Well, there you go! I hope you enjoyed the latest Newton installment. :)

Saturday, November 04, 2006

Cancer, You Just Made a New Enemy

I'd like everyone to know that Alison was awarded a pre-doctoral training grant yesterday. This development not only means that will her tuition be paid for, but also that she'll receive a modest stipend for her grad-school work. The benefits of the grant are not only financial; it will look good on her already-impressive resume. So let's all congratulate Alison on her good work.

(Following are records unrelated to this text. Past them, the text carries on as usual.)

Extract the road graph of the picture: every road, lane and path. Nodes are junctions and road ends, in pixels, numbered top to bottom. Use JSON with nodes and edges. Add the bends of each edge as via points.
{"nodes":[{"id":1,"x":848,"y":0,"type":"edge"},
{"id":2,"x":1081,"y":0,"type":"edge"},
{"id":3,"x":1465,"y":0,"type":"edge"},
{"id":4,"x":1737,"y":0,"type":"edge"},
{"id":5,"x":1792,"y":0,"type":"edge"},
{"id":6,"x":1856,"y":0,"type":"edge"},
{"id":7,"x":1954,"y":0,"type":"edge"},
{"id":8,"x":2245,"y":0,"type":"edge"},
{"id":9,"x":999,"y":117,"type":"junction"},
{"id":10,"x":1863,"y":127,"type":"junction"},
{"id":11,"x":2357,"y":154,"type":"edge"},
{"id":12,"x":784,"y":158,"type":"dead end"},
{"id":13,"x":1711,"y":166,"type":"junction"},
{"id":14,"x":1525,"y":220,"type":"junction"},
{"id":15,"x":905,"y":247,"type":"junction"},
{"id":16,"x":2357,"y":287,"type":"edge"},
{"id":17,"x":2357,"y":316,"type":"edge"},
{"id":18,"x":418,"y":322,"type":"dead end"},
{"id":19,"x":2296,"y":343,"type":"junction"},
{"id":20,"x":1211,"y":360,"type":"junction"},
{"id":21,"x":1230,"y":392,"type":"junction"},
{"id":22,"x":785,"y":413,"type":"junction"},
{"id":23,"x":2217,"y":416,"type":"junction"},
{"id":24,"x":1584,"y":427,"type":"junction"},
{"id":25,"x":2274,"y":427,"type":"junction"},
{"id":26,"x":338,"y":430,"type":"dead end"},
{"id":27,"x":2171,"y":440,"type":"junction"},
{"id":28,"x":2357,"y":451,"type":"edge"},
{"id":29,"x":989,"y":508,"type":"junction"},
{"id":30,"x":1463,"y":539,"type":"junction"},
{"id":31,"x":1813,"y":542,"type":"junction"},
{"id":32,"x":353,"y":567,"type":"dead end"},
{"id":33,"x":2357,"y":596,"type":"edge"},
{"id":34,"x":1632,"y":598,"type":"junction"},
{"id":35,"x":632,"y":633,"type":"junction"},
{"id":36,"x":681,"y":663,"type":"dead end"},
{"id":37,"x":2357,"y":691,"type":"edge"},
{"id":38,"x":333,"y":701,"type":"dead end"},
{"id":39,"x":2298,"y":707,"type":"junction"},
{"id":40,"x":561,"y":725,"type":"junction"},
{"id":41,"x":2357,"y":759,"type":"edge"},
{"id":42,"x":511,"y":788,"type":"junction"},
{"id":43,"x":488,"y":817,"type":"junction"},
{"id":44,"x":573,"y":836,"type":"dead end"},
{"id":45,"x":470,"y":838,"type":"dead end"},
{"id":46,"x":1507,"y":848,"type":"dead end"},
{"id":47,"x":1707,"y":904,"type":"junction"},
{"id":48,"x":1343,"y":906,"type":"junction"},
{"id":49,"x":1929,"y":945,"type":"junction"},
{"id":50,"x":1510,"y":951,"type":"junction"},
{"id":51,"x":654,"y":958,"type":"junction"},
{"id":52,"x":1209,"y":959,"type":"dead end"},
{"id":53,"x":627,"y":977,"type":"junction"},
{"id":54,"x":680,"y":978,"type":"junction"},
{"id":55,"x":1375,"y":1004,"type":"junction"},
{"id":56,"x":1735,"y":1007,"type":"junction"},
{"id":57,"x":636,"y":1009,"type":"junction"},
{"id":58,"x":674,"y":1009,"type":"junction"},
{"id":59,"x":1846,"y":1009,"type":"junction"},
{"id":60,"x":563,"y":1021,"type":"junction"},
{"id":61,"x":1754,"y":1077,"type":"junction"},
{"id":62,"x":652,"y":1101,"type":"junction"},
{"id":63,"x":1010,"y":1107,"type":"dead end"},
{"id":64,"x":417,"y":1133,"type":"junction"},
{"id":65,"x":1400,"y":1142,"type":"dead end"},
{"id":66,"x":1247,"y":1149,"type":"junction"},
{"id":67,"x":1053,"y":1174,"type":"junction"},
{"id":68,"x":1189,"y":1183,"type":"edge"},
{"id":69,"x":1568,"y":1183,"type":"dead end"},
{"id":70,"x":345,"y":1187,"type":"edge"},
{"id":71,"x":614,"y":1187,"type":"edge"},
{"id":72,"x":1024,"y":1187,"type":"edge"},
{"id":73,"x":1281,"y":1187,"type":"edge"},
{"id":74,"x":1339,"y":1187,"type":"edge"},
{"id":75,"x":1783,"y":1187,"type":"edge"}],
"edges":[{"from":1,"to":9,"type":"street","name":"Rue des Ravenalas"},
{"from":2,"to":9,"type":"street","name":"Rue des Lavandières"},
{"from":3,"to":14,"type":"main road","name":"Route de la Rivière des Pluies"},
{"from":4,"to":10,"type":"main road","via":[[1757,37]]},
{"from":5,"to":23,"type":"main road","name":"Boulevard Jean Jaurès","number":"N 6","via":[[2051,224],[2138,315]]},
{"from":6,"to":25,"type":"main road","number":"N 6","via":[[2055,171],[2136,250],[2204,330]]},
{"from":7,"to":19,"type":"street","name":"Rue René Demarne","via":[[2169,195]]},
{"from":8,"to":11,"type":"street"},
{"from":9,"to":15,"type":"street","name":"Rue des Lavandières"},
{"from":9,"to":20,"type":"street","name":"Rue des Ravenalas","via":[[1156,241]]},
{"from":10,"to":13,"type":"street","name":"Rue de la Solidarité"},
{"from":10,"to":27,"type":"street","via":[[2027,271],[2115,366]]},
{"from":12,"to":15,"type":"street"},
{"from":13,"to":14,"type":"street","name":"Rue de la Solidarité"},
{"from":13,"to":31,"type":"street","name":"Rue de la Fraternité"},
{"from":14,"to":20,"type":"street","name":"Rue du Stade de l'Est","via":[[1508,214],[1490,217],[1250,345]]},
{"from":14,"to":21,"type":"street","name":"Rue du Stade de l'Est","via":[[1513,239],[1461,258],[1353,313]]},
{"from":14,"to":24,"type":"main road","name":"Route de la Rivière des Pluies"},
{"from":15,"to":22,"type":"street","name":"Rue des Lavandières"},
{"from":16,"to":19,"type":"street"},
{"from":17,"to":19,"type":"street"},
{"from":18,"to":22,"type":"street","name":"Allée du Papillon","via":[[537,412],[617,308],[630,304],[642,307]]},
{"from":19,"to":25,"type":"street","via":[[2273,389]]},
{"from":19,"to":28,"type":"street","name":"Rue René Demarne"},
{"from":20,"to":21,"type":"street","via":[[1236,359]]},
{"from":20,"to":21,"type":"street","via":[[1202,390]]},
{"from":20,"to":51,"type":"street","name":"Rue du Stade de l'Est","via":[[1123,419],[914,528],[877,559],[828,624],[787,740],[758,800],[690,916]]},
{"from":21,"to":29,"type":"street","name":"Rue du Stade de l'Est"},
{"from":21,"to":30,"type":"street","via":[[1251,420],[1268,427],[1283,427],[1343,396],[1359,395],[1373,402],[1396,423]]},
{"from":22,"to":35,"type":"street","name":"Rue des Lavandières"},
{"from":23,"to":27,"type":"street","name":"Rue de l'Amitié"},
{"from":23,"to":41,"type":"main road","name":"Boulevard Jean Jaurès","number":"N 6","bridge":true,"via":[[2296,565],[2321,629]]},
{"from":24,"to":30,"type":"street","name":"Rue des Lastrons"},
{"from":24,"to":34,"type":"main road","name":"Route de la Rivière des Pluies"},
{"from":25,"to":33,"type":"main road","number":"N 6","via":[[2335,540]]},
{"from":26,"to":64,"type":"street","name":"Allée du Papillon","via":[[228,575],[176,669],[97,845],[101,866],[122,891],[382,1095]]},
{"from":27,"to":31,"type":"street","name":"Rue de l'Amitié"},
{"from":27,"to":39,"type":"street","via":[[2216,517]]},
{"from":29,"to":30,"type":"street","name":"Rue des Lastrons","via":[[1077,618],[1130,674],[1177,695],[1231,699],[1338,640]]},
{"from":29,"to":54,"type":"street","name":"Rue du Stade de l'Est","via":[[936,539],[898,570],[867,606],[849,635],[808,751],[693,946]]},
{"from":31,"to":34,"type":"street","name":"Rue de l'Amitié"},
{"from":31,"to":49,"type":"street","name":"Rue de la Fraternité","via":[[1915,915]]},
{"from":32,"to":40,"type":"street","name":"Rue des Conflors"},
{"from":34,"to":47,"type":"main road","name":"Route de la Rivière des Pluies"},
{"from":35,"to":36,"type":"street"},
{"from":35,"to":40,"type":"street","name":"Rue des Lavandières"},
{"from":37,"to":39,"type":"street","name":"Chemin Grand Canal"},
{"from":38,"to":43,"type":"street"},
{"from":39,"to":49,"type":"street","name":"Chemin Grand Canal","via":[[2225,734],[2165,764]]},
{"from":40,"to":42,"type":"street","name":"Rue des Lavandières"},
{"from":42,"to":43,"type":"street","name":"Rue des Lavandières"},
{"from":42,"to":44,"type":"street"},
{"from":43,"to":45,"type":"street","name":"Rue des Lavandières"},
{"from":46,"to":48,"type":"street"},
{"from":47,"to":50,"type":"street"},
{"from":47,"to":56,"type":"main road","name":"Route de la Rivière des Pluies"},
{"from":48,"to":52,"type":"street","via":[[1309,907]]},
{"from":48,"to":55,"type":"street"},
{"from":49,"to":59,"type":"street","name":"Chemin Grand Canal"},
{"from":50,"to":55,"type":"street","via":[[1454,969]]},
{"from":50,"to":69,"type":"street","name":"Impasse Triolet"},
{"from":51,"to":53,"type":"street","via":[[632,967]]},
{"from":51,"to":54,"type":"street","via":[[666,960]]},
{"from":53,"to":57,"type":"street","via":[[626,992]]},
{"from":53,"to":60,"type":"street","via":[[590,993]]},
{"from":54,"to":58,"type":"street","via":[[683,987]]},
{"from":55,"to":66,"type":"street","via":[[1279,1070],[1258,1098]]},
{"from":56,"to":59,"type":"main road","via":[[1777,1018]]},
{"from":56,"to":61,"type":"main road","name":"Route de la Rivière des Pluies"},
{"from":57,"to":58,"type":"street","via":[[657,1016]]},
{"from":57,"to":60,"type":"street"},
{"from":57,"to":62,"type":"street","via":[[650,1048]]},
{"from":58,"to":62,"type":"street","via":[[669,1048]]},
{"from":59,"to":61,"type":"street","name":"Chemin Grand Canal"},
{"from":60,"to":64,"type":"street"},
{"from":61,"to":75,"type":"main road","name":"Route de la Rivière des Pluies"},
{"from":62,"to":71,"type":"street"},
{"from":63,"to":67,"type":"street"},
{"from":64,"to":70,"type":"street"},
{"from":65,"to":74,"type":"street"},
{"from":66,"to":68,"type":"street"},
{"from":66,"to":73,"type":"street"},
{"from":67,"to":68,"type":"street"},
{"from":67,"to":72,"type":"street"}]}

By the way, this is what I look like when I'm very proud.

The Fix is In

Regular readers know that I've been pondering acquiring a fixed-gear* road bike or single-speed mountain bike for a few years. Well, 2 weeks ago, I bought a fixie**.

It's a 2007 Cannondale Capo in the clear-coated raw-aluminum finish. Yes, I know it's much cooler to convert some random old road bike to fixed-gear operation or at least repurpose an antique track bike, but I couldn't resist the Capo at this price point. For 720 dollars--I get a bit of a discount at my shop---I got a frame and fork that would cost around 800 bucks if bought separately, plus all the rest of the components. Admittedly, as you can see from the spec sheet, the components range from junk (the hubs and bottom bracket) to mediocre (the bar, stem, and seatpost), but the bike was still a good deal. Besides, I can always upgrade the components later.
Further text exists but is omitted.